The problem with Microsoft was aggressive pricing and forced default installation, it was not the technical side of the browser.




This is not true. It was only Microsoft's innovations that were tied to a specific operating system. Other browsers were cross platform. Even Microsoft's short-lived IE for Mac was not really IE.

ActiveX nearly destroyed the web, and as recently as a few years ago there were still enterprises digging themselves out of the proprietary mess they developed themselves into.


It's unreasonable to blame ActiveX for this. NPAPI was not implicitly portable in some fashion, it was still just native code being embedded in the browser, with no particular guarantee of quality and no guarantee that a Win32 NPAPI plugin had Mac and Linux ports.

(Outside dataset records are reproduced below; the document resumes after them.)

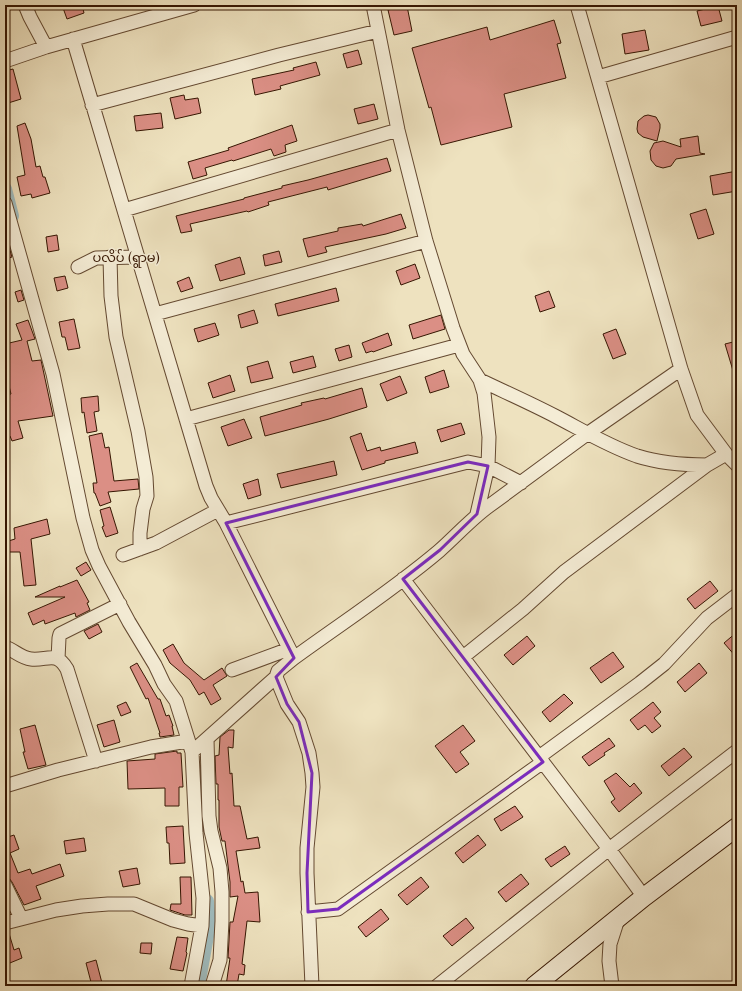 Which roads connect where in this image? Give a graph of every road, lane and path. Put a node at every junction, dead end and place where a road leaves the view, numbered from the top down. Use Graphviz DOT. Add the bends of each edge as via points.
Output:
graph roads {
  1 [pos="25,5"];
  2 [pos="194,5"];
  3 [pos="373,5"];
  4 [pos="577,5"];
  5 [pos="378,31"];
  6 [pos="737,37"];
  7 [pos="73,39"];
  8 [pos="46,47"];
  9 [pos="5,61"];
  10 [pos="598,77"];
  11 [pos="92,105"];
  12 [pos="398,130"];
  13 [pos="5,204"];
  14 [pos="124,210"];
  15 [pos="426,241"];
  16 [pos="110,257"];
  17 [pos="137,257"];
  18 [pos="78,267"];
  19 [pos="154,314"];
  20 [pos="459,345"];
  21 [pos="681,368"];
  22 [pos="480,380"];
  23 [pos="186,419"];
  24 [pos="587,434"];
  25 [pos="726,454"];
  26 [pos="707,465"];
  27 [pos="737,465"];
  28 [pos="488,466"];
  29 [pos="520,483"];
  30 [pos="218,510"];
  31 [pos="477,514"];
  32 [pos="226,523"];
  33 [pos="140,548"];
  34 [pos="123,555"];
  35 [pos="403,579"];
  36 [pos="737,595"];
  37 [pos="120,604"];
  38 [pos="5,647"];
  39 [pos="292,654"];
  40 [pos="463,657"];
  41 [pos="58,659"];
  42 [pos="232,670"];
  43 [pos="276,677"];
  44 [pos="206,740"];
  45 [pos="190,747"];
  46 [pos="737,751"];
  47 [pos="541,760"];
  48 [pos="96,761"];
  49 [pos="5,786"];
  50 [pos="737,827"];
  51 [pos="609,849"];
  52 [pos="221,878"];
  53 [pos="5,885"];
  54 [pos="206,892"];
  55 [pos="644,897"];
  56 [pos="308,912"];
  57 [pos="21,918"];
  58 [pos="618,919"];
  59 [pos="5,923"];
  60 [pos="202,926"];
  61 [pos="191,986"];
  62 [pos="212,986"];
  63 [pos="312,986"];
  64 [pos="437,986"];
  65 [pos="534,986"];
  66 [pos="612,986"];
  1 -- 8 [label="street"];
  2 -- 7 [label="street"];
  3 -- 5 [label="street"];
  4 -- 10 [label="street"];
  5 -- 11 [label="street"];
  5 -- 12 [label="street"];
  6 -- 10 [label="street"];
  7 -- 8 [label="street"];
  7 -- 11 [label="street"];
  8 -- 9 [label="street"];
  10 -- 21 [label="street"];
  11 -- 14 [label="street"];
  12 -- 14 [label="street"];
  12 -- 15 [label="street"];
  13 -- 37 [label="street" via="53,374 90,544"];
  14 -- 17 [label="street"];
  15 -- 19 [label="street"];
  15 -- 20 [label="street"];
  16 -- 17 [label="street"];
  16 -- 18 [label="street" via="91,260"];
  16 -- 33 [label="street" via="116,337 146,477 147,496 143,509"];
  17 -- 19 [label="street"];
  19 -- 23 [label="street"];
  20 -- 22 [label="street"];
  20 -- 23 [label="street"];
  21 -- 24 [label="street"];
  21 -- 25 [label="street" via="697,415"];
  22 -- 24 [label="street"];
  22 -- 28 [label="street" via="487,412"];
  23 -- 30 [label="street" via="206,486"];
  24 -- 26 [label="street" via="636,456 687,465"];
  24 -- 29 [label="street"];
  25 -- 26 [label="street"];
  25 -- 27 [label="street"];
  26 -- 40 [label="street" via="564,572"];
  28 -- 29 [label="street"];
  28 -- 31 [label="street"];
  28 -- 32 [label="street" via="468,462"];
  29 -- 31 [label="street"];
  30 -- 32 [label="street"];
  30 -- 33 [label="street" via="156,543"];
  31 -- 35 [label="street" via="440,550"];
  32 -- 39 [label="street"];
  33 -- 34 [label="street"];
  35 -- 39 [label="street"];
  35 -- 40 [label="street"];
  36 -- 47 [label="street" via="707,618 664,664"];
  37 -- 41 [label="street" via="60,634"];
  37 -- 45 [label="street" via="176,701"];
  38 -- 41 [label="street" via="24,658"];
  39 -- 42 [label="street"];
  39 -- 43 [label="street"];
  40 -- 47 [label="street"];
  41 -- 48 [label="street" via="67,669"];
  43 -- 44 [label="street"];
  43 -- 56 [label="street" via="287,704 299,722 310,753 313,787 307,848"];
  44 -- 45 [label="street"];
  44 -- 52 [label="street" via="209,816"];
  45 -- 48 [label="street" via="151,747"];
  45 -- 54 [label="street" via="196,833"];
  46 -- 51 [label="street"];
  47 -- 51 [label="street"];
  47 -- 56 [label="street" via="338,909"];
  48 -- 49 [label="street"];
  50 -- 55 [label="street"];
  51 -- 55 [label="street"];
  51 -- 64 [label="street"];
  52 -- 54 [label="street"];
  52 -- 62 [label="street" via="220,960"];
  53 -- 57 [label="street"];
  54 -- 60 [label="street"];
  55 -- 58 [label="street"];
  56 -- 63 [label="street"];
  57 -- 59 [label="street"];
  57 -- 60 [label="street" via="82,906 134,904 173,920"];
  58 -- 65 [label="street"];
  58 -- 66 [label="street" via="610,944"];
  60 -- 61 [label="street"];
}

The ActiveX API was also well-specified and debuggable in a way NPAPI was not, and it was possible to embed it in other runtime environments like Office documents and Visual Basic applications relatively easily, because COM was truly wonderful technology (even if using it was, at times, very painful). It's not a coincidence that Firefox made heavy use of COM for a long time (though they've rightly been removing it).

Having used COM and ActiveX extensively, despite their flaws they were vastly superior technologies compared to NPAPI and they were a pleasure to work with. The security model was bad but again none of the competitor technologies were any better. I shipped large-scale native apps that successfully embedded ActiveX controls (like the flash player) and this was reasonable specifically because of how good the APIs were.

Even after NPAPI and ActiveX made an exit, the web still was infected by swf files and unity games and what have you. Those things are all either dead now or on life support because it turns out browser vendors don't want to maintain them and they're not portable.